Attributable income increased 24,4% to R112,9 million (2002/03: R90,8 million)
generating an 18,7% increase in headline earnings per share to 132,5 cents
(2002/03: 111,6 cents). Mining income increased by 68,7% to R256,1 million
(2002/03: R151,8 million). The continued focus on containing costs per carat
produced has impacted positively on profitability. The provision for taxation,
including secondary tax on companies, rose 40,1% to R66,8 million as a result of
higher taxable income largely from increased sales and prudent cost containment.
Cash available from operating activities increased 18% to R240,0 million
(2002/03: R203,3 million). Total diamond production amounted to 107 300 carats
(2002/03: 106 000 carats).
Land Operations
Carat production from Land Operations (excluding production from Hondeklip Bay
which came to its end of mine life during January 2003) was 38% higher than for
the prior year corresponding period. Increased production, together with higher
than budgeted grades from the Lower Orange River Projects (Baken, Bloeddrif and
Reuning), assisted in offsetting the impact of the strong rand.
Baken increased its production by 14% over the prior year corresponding period.
The Baken Central Plant underwent minor modifications during the period and
continues to perform satisfactorily. Negotiations for the implementation of 24
hours 7 days a week operations at Baken with the National Union of Mineworkers
at both regional and central level, are ongoing.
The scour pool feature at Bloeddrif produced grades four times higher than
originally anticipated. At Jakkalsberg the treatment of both stockpile and in
situ gravel has produced satisfactory results while production from the Nxodap
terrace, which was processed through the Suidhek plant, has exceeded
expectations.
Saxendrift increased production by 9% over the prior year corresponding period.
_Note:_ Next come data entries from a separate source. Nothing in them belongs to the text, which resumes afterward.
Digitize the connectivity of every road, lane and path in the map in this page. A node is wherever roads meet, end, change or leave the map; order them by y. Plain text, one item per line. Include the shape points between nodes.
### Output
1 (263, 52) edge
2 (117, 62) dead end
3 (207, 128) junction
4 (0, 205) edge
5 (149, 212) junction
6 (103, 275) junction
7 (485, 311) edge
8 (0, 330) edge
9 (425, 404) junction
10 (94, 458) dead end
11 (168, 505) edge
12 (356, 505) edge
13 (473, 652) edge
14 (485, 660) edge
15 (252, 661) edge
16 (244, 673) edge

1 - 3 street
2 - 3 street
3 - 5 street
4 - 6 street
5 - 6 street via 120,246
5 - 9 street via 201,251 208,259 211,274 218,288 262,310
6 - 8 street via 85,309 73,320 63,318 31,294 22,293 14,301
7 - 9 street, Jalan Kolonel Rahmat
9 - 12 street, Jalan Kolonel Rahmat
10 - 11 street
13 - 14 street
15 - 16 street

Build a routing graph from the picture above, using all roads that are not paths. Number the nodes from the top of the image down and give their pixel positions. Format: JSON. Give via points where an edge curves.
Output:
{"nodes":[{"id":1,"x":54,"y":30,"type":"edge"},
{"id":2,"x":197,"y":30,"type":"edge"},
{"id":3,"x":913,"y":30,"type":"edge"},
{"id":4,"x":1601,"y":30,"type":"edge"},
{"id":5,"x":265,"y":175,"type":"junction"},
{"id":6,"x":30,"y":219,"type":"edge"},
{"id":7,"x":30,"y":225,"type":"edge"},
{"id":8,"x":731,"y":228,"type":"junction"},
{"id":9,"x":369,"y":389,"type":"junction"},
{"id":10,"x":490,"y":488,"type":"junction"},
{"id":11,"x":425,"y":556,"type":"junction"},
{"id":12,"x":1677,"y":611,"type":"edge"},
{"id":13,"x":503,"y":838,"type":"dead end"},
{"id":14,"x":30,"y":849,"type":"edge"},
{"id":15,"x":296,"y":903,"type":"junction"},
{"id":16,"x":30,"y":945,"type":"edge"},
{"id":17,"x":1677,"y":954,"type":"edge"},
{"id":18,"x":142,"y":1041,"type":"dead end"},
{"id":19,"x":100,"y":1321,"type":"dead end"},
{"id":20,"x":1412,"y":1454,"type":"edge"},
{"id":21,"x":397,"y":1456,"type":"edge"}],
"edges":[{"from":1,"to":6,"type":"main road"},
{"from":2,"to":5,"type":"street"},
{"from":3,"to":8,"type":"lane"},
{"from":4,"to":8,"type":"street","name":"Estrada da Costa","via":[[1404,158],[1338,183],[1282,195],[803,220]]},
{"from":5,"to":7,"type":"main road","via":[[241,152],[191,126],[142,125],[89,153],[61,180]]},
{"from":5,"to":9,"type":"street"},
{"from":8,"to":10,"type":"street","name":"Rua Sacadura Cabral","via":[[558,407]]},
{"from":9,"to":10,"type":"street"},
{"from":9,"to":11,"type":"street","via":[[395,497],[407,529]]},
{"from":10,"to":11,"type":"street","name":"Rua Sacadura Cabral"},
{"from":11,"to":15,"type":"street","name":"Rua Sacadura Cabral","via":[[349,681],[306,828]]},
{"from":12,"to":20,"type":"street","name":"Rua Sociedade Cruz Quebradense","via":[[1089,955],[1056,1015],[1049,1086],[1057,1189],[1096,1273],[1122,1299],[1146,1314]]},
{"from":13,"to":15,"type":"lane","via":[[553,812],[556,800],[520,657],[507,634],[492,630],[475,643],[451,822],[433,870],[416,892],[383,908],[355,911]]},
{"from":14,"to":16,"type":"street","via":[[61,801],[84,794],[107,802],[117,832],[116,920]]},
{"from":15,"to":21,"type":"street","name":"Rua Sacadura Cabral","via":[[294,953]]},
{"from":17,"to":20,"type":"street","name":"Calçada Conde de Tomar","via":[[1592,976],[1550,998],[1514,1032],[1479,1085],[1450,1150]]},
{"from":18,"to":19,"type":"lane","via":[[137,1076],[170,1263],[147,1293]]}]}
The operation continues to produce large average stone sizes in the region of
2,51 carats/stone. The new electronic security surveillance system was
implemented during March 2003, contributing to the average stone size increasing
by 4% over the last six months.
Exploration
Bulk sampling of the Niewejaarskraal property in the Middle Orange region was
completed in June 2003. The surface Rooikoppie gravel yielded good grades and
stone sizes, whereas the basal gravels are marginal under current economic
conditions. Full production of Rooikoppie gravel has commenced with an estimated
life of mine of three years.
Sampling on the Viegulands Put joint venture property, directly adjacent to
Niewejaarskraal, is ongoing with results to date indicating similar Rooikoppie
and basal grades to Niewejaarskraal. Drilling of the Remhoogte property has been
completed reflecting extensive Rooikoppie gravel but discontinuous basal gravel.
Angola
Production at the Luarica concession is on schedule with improved stone sizes
being achieved. The largest stone recovered since production commenced is a 76
carat stone. Consistently positive results established through trench sampling
ahead of mining faces, have led to significant additions to mining reserves. A
dredge sampling operation has been initiated on the Chuimbe River to evaluate
the wider potential of the 20 km long concession.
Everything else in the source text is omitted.